Using the records below, filter for lines that contain the string "edges" and copy them out.
_ _ _ _ _
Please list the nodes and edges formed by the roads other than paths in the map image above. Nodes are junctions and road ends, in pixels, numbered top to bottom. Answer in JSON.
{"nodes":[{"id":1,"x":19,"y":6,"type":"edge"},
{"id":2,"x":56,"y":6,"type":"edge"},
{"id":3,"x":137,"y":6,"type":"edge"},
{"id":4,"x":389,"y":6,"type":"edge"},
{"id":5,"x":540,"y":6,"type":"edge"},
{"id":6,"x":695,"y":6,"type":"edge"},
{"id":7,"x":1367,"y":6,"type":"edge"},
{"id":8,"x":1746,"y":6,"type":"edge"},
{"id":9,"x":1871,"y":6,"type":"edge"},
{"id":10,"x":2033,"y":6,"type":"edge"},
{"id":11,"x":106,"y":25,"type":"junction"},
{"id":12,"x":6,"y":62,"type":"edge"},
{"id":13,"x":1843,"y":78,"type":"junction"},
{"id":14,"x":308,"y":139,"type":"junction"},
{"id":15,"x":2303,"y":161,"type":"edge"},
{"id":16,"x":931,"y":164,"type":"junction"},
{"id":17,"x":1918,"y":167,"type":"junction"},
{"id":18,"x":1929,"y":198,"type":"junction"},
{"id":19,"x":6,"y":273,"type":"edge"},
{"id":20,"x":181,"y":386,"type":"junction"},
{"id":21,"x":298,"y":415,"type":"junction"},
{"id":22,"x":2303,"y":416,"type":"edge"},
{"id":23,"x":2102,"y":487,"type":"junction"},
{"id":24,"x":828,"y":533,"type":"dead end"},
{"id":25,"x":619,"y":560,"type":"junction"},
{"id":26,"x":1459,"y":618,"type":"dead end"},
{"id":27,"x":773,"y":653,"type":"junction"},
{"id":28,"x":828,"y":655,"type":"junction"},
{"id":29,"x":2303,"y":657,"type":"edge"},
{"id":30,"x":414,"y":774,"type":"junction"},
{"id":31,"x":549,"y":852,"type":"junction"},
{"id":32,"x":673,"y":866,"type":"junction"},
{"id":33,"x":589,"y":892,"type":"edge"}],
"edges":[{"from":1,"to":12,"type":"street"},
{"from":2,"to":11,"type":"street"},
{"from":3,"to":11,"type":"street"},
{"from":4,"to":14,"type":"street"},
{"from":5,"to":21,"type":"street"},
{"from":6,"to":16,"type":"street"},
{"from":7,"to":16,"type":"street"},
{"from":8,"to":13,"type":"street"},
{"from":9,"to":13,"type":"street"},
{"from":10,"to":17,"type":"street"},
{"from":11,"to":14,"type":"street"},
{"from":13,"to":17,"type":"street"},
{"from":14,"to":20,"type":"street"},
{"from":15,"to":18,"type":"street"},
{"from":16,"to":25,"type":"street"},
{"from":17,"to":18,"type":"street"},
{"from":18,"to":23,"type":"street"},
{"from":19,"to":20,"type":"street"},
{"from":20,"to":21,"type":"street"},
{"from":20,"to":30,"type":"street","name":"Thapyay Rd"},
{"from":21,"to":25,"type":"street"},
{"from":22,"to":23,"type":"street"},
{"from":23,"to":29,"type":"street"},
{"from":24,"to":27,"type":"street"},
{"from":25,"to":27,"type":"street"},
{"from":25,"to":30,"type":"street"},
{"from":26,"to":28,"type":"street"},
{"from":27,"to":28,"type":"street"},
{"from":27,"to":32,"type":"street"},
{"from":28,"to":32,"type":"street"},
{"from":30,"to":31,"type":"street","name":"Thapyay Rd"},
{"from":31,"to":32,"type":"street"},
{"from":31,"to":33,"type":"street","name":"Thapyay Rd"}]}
_ _ _ _ _
Task solution
Please list the nodes and edges formed by the roads other than paths in the map image above. Nodes are junctions and road ends, in pixels, numbered top to bottom. Answer in JSON.
"edges":[{"from":1,"to":12,"type":"street"},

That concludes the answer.